Operação corrige desvio de coluna que empurrava coração de britânica

Uma jovem de 18 anos cujo coração estava sendo empurrado devido a uma deformidade na coluna foi curada em uma cirurgia realizada em junho na cidade de Nottingham, na Grã-Bretanha. Koryn McFadden, que trabalha em uma creche, sofria de um tipo de escoliose (desvio lateral na coluna).

BBC Brasil |

Mas, no caso dela, o problema causava um efeito no qual o coração era empurrado mais de sete centímetros para a direita.

Os médicos que fizeram a operação, do hospital Queen's Medical Centre de Nottingham, afirmam que o coração de McFadden agora está no lugar certo.

Além disso, a britânica agora também pode ficar em pé com a coluna reta e sua altura aumentou em cinco centímetros.

"Estou me sentindo com três metros de altura e meus amigos adoram minha nova postura", afirmou.

Acidente
Os médicos descobriram o problema de McFadden em 2006 depois de ela se envolver em um acidente de carro e danificar uma vértebra de sua coluna.

Um exame de raio X mostrou a curvatura na coluna. De acordo com os médicos, o desvio vinha piorando com o passar dos anos.

"Sinto como se o acidente de carro tivesse sido destino, foi o único jeito de descobrir a escoliose", disse a paciente. "Sempre fui saudável e em forma, então, fiquei chocada quando vi o raio X de minha coluna.

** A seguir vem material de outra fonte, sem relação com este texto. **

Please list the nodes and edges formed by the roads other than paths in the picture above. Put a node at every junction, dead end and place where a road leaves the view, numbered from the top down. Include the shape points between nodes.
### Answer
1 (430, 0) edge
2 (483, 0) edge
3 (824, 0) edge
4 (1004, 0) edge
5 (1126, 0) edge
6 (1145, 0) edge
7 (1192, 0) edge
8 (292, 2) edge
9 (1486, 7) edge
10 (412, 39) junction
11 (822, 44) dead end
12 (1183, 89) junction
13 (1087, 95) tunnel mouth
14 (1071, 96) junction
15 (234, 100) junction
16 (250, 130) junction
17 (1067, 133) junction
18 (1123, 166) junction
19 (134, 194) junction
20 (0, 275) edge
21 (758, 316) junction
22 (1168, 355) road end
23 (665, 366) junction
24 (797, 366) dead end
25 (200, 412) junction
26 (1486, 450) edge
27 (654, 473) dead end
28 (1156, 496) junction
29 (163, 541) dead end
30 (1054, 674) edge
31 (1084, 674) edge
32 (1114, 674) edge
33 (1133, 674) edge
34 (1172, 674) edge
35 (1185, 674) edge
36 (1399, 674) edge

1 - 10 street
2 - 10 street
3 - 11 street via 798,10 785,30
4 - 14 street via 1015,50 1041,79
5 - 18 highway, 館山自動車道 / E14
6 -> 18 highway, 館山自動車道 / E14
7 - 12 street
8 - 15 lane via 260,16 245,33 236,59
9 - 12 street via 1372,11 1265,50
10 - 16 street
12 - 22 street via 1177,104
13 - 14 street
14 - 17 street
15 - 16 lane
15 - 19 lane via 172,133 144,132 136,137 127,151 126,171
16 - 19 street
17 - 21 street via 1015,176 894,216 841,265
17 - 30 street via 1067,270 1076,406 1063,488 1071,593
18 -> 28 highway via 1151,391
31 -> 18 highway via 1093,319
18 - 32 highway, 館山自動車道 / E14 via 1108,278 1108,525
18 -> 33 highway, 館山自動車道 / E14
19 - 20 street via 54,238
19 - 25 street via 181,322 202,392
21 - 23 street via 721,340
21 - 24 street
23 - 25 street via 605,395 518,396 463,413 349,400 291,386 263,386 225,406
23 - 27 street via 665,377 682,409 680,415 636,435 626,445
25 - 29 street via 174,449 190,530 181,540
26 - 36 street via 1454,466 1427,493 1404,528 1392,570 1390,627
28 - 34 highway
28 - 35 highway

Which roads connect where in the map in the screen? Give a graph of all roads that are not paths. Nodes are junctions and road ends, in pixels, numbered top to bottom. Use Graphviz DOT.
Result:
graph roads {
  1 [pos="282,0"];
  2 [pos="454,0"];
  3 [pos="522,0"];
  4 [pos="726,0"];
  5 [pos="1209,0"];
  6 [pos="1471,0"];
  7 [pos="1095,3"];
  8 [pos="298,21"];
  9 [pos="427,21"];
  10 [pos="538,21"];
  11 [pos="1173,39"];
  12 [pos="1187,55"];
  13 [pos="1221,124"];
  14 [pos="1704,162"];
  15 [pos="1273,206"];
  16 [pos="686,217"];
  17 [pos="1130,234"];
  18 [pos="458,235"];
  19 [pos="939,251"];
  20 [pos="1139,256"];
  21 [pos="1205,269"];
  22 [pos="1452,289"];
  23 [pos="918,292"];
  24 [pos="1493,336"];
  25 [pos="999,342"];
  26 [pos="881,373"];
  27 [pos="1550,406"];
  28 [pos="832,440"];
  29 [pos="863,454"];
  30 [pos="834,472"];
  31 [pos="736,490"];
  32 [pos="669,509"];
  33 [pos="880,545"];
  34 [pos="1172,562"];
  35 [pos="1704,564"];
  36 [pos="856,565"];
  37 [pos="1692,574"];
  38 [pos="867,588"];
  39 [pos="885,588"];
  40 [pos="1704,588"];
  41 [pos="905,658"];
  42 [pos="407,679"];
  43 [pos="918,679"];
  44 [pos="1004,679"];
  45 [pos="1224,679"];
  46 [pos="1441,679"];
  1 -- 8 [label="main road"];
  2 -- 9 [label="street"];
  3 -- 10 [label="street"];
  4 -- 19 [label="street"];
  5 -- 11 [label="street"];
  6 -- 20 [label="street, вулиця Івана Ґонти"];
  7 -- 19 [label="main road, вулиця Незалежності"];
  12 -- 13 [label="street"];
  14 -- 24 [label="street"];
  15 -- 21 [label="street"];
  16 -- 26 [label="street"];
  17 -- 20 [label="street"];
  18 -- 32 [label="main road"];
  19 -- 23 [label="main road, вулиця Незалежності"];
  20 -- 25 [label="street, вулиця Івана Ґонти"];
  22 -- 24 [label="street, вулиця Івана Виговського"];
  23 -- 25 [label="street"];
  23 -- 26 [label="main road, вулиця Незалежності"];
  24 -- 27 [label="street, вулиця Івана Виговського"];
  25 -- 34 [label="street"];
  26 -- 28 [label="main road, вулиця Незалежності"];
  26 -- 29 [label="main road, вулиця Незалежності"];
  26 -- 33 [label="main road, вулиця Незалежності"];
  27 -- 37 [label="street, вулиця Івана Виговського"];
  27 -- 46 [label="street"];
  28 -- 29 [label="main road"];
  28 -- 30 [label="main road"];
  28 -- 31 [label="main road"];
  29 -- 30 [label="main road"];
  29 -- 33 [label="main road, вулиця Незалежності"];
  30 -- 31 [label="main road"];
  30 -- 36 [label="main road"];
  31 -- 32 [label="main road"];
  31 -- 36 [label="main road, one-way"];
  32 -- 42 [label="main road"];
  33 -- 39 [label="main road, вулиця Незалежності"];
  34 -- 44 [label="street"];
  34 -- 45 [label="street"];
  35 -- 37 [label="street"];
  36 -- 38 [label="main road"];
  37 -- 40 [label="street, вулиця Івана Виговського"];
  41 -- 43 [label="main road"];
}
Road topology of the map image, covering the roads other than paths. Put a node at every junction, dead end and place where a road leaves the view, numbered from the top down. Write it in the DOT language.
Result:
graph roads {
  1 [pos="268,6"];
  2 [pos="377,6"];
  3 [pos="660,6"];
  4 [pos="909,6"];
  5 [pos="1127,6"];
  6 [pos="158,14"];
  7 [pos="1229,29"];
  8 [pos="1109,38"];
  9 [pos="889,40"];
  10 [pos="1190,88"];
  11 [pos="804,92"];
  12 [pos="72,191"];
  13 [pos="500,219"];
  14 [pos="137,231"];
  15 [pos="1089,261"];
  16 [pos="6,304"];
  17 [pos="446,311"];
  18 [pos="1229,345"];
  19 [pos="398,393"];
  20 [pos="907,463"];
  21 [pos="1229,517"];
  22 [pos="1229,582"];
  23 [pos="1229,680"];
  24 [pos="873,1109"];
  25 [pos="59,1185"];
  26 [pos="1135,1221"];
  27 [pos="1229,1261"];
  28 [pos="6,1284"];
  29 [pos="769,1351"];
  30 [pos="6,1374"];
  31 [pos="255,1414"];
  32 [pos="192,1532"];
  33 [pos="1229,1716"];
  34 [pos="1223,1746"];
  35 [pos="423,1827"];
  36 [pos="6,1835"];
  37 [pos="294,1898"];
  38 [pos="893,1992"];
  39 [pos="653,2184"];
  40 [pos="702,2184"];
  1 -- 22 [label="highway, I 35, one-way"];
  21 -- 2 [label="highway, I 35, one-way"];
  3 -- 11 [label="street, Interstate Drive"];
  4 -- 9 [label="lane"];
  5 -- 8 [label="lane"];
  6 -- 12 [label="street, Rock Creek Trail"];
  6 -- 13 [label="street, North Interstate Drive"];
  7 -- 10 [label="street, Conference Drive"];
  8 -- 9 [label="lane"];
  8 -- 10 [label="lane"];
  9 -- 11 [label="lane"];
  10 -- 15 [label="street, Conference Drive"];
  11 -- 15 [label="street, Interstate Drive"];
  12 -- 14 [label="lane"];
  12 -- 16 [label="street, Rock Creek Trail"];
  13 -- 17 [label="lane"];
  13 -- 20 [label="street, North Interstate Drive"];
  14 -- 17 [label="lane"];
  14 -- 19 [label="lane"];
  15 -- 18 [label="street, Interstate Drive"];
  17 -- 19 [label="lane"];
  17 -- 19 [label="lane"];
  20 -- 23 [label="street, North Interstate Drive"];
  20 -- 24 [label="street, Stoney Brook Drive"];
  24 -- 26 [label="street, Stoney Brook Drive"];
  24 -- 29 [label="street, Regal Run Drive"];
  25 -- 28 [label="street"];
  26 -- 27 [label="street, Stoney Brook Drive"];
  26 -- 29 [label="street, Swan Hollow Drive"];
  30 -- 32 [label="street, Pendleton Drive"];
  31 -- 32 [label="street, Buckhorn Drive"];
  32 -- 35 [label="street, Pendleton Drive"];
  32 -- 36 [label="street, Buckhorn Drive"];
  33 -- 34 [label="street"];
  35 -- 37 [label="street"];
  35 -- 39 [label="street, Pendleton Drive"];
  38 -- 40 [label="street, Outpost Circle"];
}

Inicialmente falei para a enfermeira que ela tinha trocado os exames."
Apesar de, inicialmente, a escoliose não apresentar sintomas, com o tempo McFadden começou a sentir dores diariamente e os médicos temiam que a curvatura estivesse pressionando o coração da jovem.

"Eu não conseguia sair da cama e faltava muito ao meu trabalho", disse McFadden.

Na operação de oito horas que corrigiu o problema, os médicos inseriram hastes de titânio de mais de 40 centímetros e dez pinos de metal na coluna dela.

"Eu estava absolutamente aterrorizada por ter que passar por uma operação tão grande, mas valeu a pena", disse.

"Se a escoliose não for tratada, vai causar efeitos graves na função cardíaca e reduzir a capacidade respiratória, pois os pulmões ficam menores", afirmou uma porta-voz da ONG britânica especializada no problema, a Scoliosis Association.